In a conference call, Mike Troiano from AT&T (News - Alert), Tony Shakib from Cisco, Bill Ruh from GE, Ron Ambrosio from IBM, Ton Steenman from Intel and Dr. Richard Soley from the Object Management Group and now director of the IIC, talked about the different areas the IIC will cover, the mission and how it will overcome some major challenges in the industry today.
Troiano explained AT&T’s role in the IIC, and how the carrier goes beyond connectivity in the Industrial Internet. AT&T allows manufacturers to integrate a single SIM into their machines, and teaches them how to take that wireless data and put it into infrastructure. In addition, AT&T provides application development, professional services, deployment services, cloud storage and analytics to help power companies and applications in the IoT and Industrial Internet.
“The Industrial Internet builds upon AT&T’s vision of enabling people to operate anything remotely, anytime and virtually anywhere,” said Troiano in a statement. “The IIC is an assembly of the world’s leading technology innovators working to mobilize devices and machines around the world, whether they’re in an office building or on a ship in the middle of the ocean. Together, we share a common goal of building a more connected world.”
This isn’t the first time AT&T and GE have collaborated on the Industrial Internet. In October, they signed a global alliance agreement for GE machines to access AT&T’s network and cloud operations. AT&T and GE also enables other development operations, including building several products around AT&T technologies like the single Global Subscriber Identity Module (SIM) system, as well as cloud access for industrial products.
The other representatives explained how massive big data will actually become as the Internet of Things continues to grow, and how that will impact operations of different industries. Once people start to combine that operational information with business data, companies will be able to start optimizing across both business and operations domains.
This big data, and the scale of it, is what presents some challenges that the IIC sets out to solve. Shakib refers to the scale of the infrastructure to support the Internet of Things, the way companies have to secure it and the amount of data it generates. He argues that the Industrial Internet is going to be 10, 100 or even 1,000 times larger than some of the biggest network infrastructures in place today.

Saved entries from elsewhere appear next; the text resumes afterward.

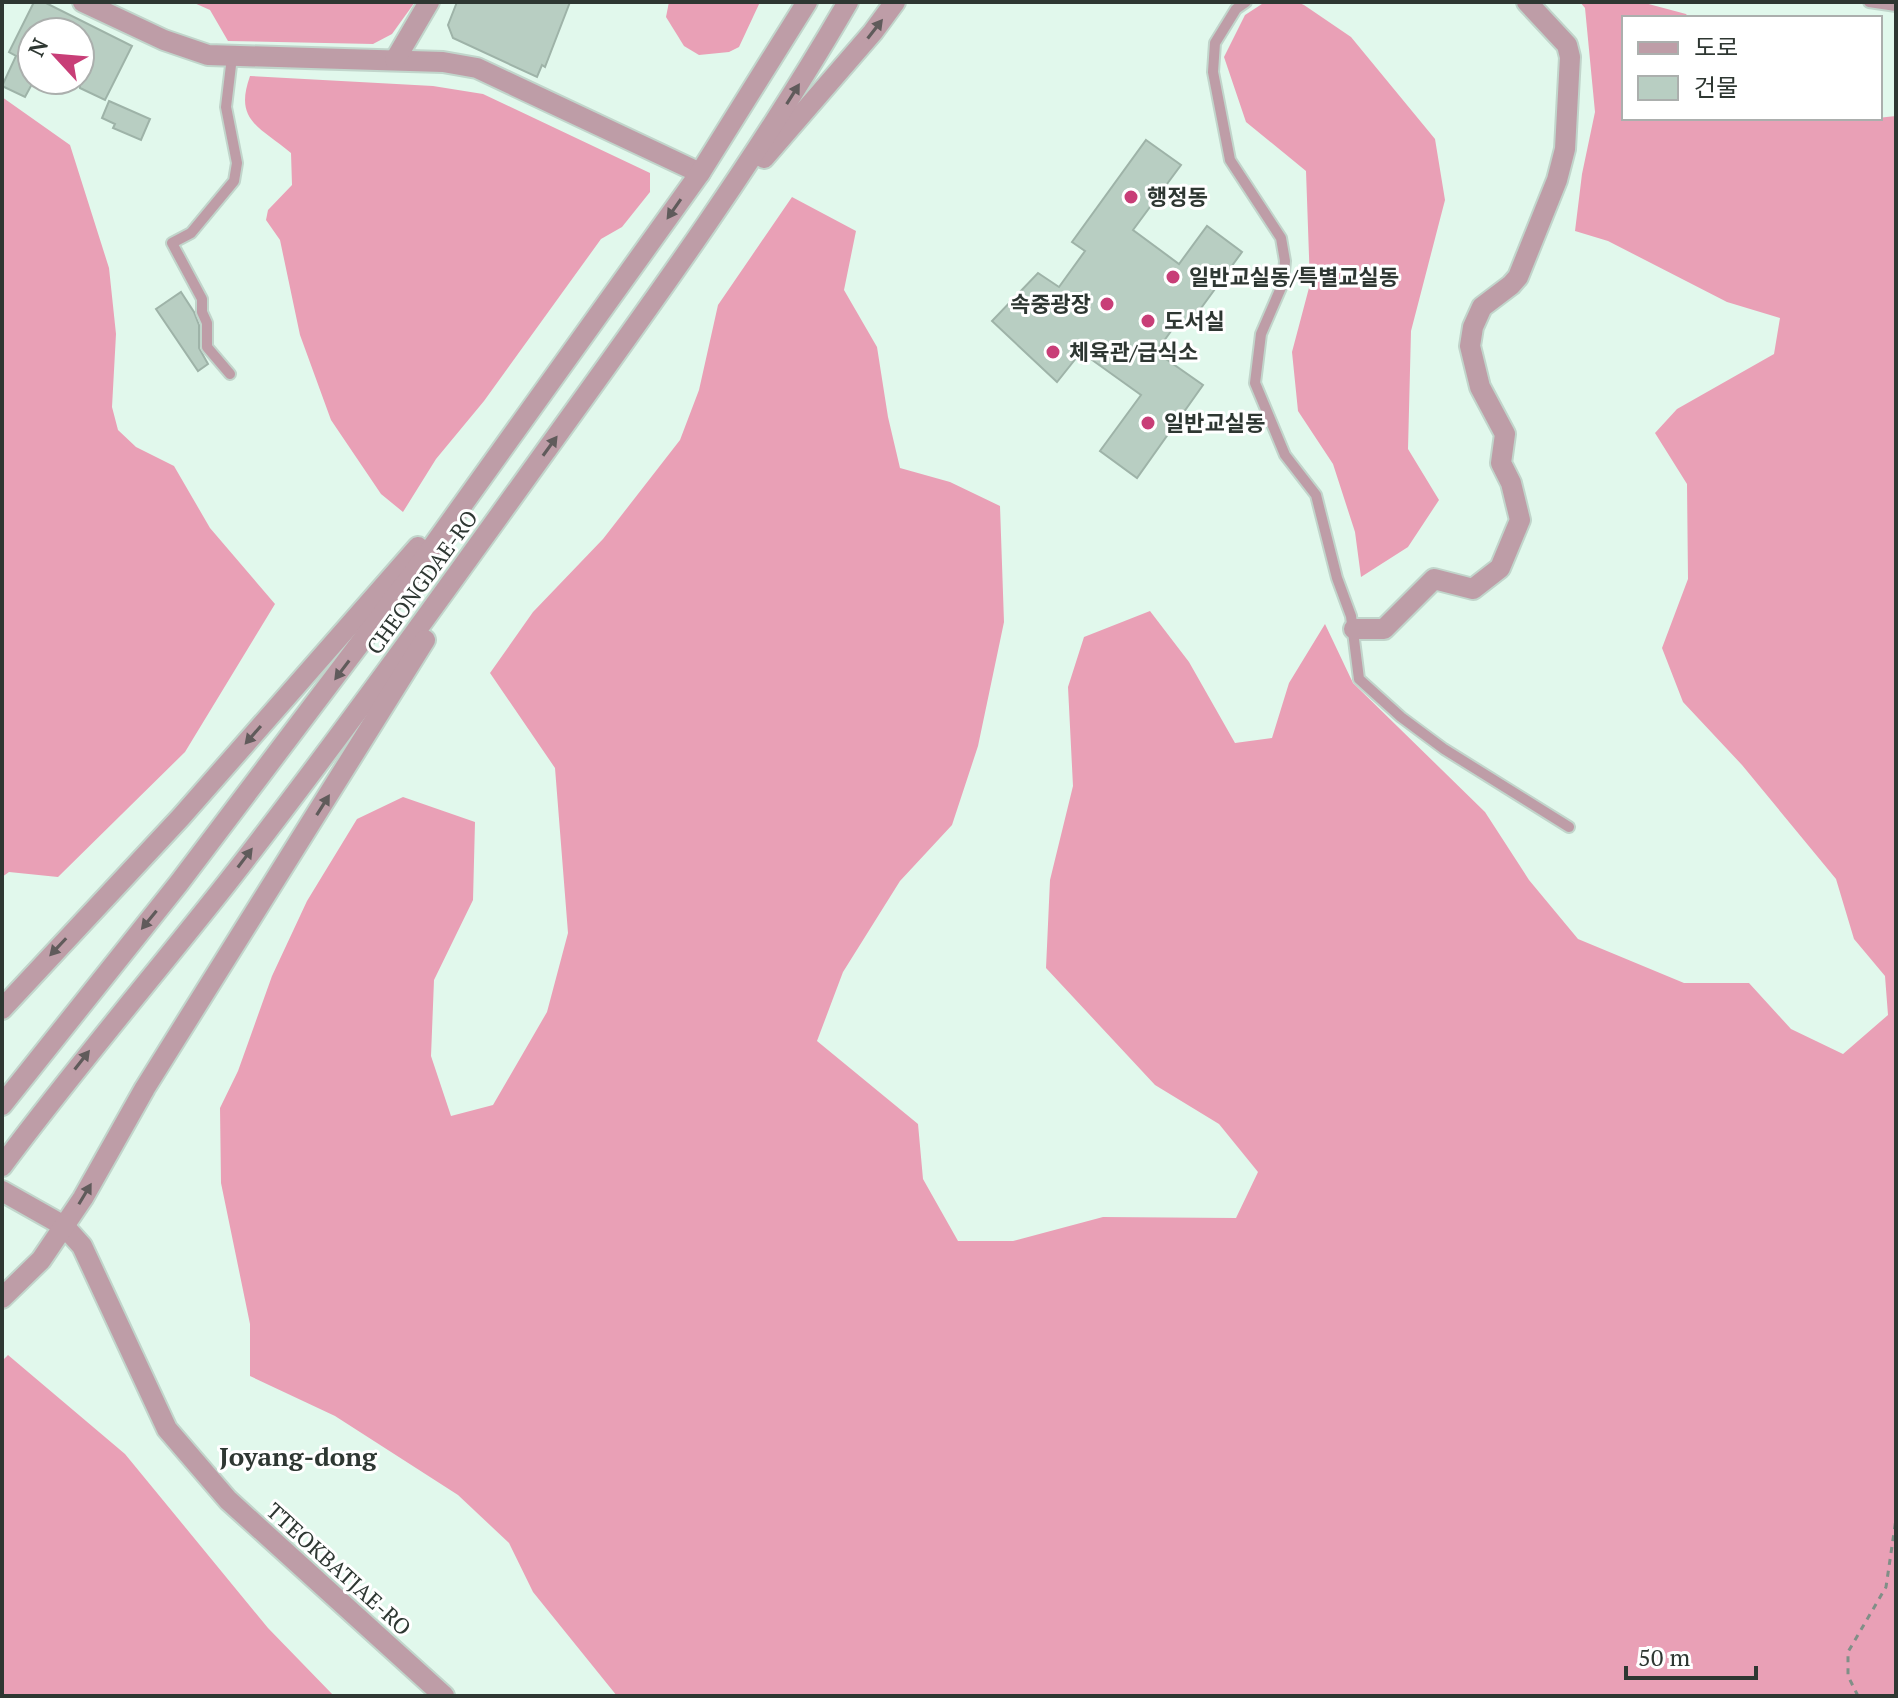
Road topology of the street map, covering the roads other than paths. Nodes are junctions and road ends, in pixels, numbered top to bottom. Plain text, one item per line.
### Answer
1 (83, 2) edge
2 (429, 2) edge
3 (807, 2) edge
4 (848, 2) edge
5 (895, 2) edge
6 (1246, 2) edge
7 (1527, 2) edge
8 (1869, 2) edge
9 (1896, 6) edge
10 (232, 57) junction
11 (395, 60) junction
12 (700, 173) junction
13 (714, 216) junction
14 (230, 374) dead end
15 (489, 466) junction
16 (516, 493) junction
17 (1354, 629) junction
18 (1569, 827) dead end
19 (2, 1009) edge
20 (3, 1104) edge
21 (2, 1166) edge
22 (2, 1191) edge
23 (64, 1226) junction
24 (2, 1298) edge
25 (444, 1696) edge

1 - 10 street
2 - 11 street
3 - 12 street, CHEONGDAE-RO
13 -> 4 street, CHEONGDAE-RO
13 -> 5 street
6 - 17 lane
7 - 17 street
8 - 9 lane
10 - 11 street
10 - 14 lane
11 - 12 street
12 -> 15 street, CHEONGDAE-RO
16 -> 13 street, CHEONGDAE-RO
15 -> 19 street
15 -> 20 street, CHEONGDAE-RO
21 -> 16 street, CHEONGDAE-RO
23 -> 16 street
17 - 18 lane
22 - 23 street
23 - 24 street
23 - 25 street, TTEOKBATJAE-RO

You can’t really talk about the Internet of Things today without discussing security and privacy. The meetings have not even started yet, but the IIC will focus on data privacy and security, taking into account different regional privacy laws and looking at what standards already exist and how they can be applied to the Industrial Internet.
The IIC aims to make the Industrial Internet a more seamless, interoperable part of industries like mining, oil and gas, healthcare, utilities, transportation and more.